I am about to start a bootcamp and my school requires a mac computer. I’ve never had one before, so I’m kinda lost. Since I don’t want to spend a lot of money, I was thinking about getting a refurbished one.
I am no expert, but you usually don’t need a super duper computer for web dev. What you are suggesting is probably adequate. That is basically what I have to do mobile work which involves emulators and it handles it fine. The only difference is that my SSD is twice as big, but you could probably get away with that - as long as you aren’t doing a lot of video processing or something that takes up a lot of memory, I would assume.
You might want to get a 24-27" monitor or two to make working easier.

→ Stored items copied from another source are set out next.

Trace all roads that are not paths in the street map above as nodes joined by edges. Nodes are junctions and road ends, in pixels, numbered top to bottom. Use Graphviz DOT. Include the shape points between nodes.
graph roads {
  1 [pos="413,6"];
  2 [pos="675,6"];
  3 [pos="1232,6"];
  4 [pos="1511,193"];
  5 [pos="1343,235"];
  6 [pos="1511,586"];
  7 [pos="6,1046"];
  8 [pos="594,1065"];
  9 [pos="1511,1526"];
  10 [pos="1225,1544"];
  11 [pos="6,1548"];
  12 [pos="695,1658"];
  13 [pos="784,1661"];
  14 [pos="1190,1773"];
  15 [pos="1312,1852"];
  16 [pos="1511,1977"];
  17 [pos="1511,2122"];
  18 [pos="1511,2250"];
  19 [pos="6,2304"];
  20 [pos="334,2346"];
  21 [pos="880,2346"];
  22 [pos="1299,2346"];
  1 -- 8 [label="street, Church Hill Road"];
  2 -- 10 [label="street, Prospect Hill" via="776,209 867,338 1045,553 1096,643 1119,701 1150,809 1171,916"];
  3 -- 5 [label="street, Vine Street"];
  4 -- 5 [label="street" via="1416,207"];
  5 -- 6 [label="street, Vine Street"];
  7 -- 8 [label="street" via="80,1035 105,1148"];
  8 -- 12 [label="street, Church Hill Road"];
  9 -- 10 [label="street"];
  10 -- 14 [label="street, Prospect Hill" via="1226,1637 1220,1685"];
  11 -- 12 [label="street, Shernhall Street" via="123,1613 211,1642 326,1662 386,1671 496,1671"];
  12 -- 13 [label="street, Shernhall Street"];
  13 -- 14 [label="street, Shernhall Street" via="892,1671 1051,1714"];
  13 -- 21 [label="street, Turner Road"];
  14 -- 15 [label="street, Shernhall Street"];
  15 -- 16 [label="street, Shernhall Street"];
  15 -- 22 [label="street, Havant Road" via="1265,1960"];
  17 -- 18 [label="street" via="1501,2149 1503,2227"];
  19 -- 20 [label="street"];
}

To answer the original question: The only reason that computer wouldn’t be fine is if it’s too old to run the latest MacOS version. Other than that, any computer that runs well will work for web development. I can’t tell you how big of dicks your bootcamp is going to be about refusing to help you if you don’t own a Mac, but anything that runs pretty well, has an up-to-date OS and connects to the internet is good enough for web development.
Yeah, as mentioned, the only real reason to require mac is if you are doing iOS development specifically. It seems an unnecessary expense burden for the students.
Maybe they just want it easier - they don’t have to give separate install instructions for mac, windows, and linux? Still dumb.
Yeah. Not only is “figure out how to install this on your own computer” a perfectly reasonable expectation for a coding course, if they really wanted to avoid it they could just provide a VM image. Pure pretension.
That’s almost exactly the MBP I have, except I have the 13" version. It runs Catalina just fine. That’s actually a better model than the next couple years of MBP’s because the keyboards on the newer models were terrible (they’ve since fixed them).
I honestly don’t have it in me to get into tech fights anymore. Use what works and don’t listen to people who get righteous about platforms.
If you have to have a Mac, then that’s one of the best laptops ever made, and it’s likely to be a solid choice for a few years as long as you’re not expecting to run modern games or other very graphics-intensive stuff on it. If you can find a newer one (definitely 2016 and possibly 2017 are just very slightly upgraded components in the same shell) for a similar price go for it, but that should work fine. It’s a lot of cash for a five year old laptop though.
That is nearly identical to what I have. Got it in 2018 for my bootcamp (not touching that discussion thank you). Worked well and still using it to this day with zero problems. I still haven’t upgraded to Catalina (I keep putting it off lol). The price you listed is a good price too for that model.
And for what it’s worth I do have a Windows desktop- have used both to practice code (when Windows 10 isn’t trying to upgrade and getting stuck at 48% every single time).